▸ **TASK MATERIAL**:
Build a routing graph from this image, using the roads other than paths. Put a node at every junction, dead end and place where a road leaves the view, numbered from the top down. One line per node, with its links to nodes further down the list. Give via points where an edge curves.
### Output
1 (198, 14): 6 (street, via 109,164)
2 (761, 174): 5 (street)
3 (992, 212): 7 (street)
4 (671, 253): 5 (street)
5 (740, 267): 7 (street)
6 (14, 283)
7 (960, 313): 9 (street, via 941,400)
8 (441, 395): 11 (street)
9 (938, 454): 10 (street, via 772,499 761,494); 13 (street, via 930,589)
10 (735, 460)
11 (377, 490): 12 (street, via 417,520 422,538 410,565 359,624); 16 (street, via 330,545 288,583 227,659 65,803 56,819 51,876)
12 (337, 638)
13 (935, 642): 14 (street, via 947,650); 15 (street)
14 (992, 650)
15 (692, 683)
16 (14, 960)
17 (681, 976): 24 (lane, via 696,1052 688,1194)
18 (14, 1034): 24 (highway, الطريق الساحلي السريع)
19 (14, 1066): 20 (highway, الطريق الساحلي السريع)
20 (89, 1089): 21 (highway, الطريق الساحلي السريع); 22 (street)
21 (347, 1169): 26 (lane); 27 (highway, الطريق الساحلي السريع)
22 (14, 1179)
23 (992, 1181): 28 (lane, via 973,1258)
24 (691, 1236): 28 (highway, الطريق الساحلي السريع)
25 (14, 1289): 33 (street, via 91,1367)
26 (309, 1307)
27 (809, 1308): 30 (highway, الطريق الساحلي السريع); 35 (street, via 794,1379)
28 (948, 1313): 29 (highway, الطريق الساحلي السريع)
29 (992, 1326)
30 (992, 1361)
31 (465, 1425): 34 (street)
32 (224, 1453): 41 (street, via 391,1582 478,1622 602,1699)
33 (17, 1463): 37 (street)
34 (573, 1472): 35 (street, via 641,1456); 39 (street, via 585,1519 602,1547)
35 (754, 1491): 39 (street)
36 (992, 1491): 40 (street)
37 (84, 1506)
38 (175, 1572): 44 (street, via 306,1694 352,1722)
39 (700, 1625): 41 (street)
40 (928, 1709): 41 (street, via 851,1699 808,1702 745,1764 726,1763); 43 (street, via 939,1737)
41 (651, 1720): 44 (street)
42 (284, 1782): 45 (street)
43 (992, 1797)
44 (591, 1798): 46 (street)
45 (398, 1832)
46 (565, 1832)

▸ **YOUR OBJECTIVE**:
Output each record precisely as given.

▸ **WRITTEN SOLUTION**:
Build a routing graph from this image, using the roads other than paths. Put a node at every junction, dead end and place where a road leaves the view, numbered from the top down. One line per node, with its links to nodes further down the list. Give via points where an edge curves.
### Output
1 (198, 14): 6 (street, via 109,164)
2 (761, 174): 5 (street)
3 (992, 212): 7 (street)
4 (671, 253): 5 (street)
5 (740, 267): 7 (street)
6 (14, 283)
7 (960, 313): 9 (street, via 941,400)
8 (441, 395): 11 (street)
9 (938, 454): 10 (street, via 772,499 761,494); 13 (street, via 930,589)
10 (735, 460)
11 (377, 490): 12 (street, via 417,520 422,538 410,565 359,624); 16 (street, via 330,545 288,583 227,659 65,803 56,819 51,876)
12 (337, 638)
13 (935, 642): 14 (street, via 947,650); 15 (street)
14 (992, 650)
15 (692, 683)
16 (14, 960)
17 (681, 976): 24 (lane, via 696,1052 688,1194)
18 (14, 1034): 24 (highway, الطريق الساحلي السريع)
19 (14, 1066): 20 (highway, الطريق الساحلي السريع)
20 (89, 1089): 21 (highway, الطريق الساحلي السريع); 22 (street)
21 (347, 1169): 26 (lane); 27 (highway, الطريق الساحلي السريع)
22 (14, 1179)
23 (992, 1181): 28 (lane, via 973,1258)
24 (691, 1236): 28 (highway, الطريق الساحلي السريع)
25 (14, 1289): 33 (street, via 91,1367)
26 (309, 1307)
27 (809, 1308): 30 (highway, الطريق الساحلي السريع); 35 (street, via 794,1379)
28 (948, 1313): 29 (highway, الطريق الساحلي السريع)
29 (992, 1326)
30 (992, 1361)
31 (465, 1425): 34 (street)
32 (224, 1453): 41 (street, via 391,1582 478,1622 602,1699)
33 (17, 1463): 37 (street)
34 (573, 1472): 35 (street, via 641,1456); 39 (street, via 585,1519 602,1547)
35 (754, 1491): 39 (street)
36 (992, 1491): 40 (street)
37 (84, 1506)
38 (175, 1572): 44 (street, via 306,1694 352,1722)
39 (700, 1625): 41 (street)
40 (928, 1709): 41 (street, via 851,1699 808,1702 745,1764 726,1763); 43 (street, via 939,1737)
41 (651, 1720): 44 (street)
42 (284, 1782): 45 (street)
43 (992, 1797)
44 (591, 1798): 46 (street)
45 (398, 1832)
46 (565, 1832)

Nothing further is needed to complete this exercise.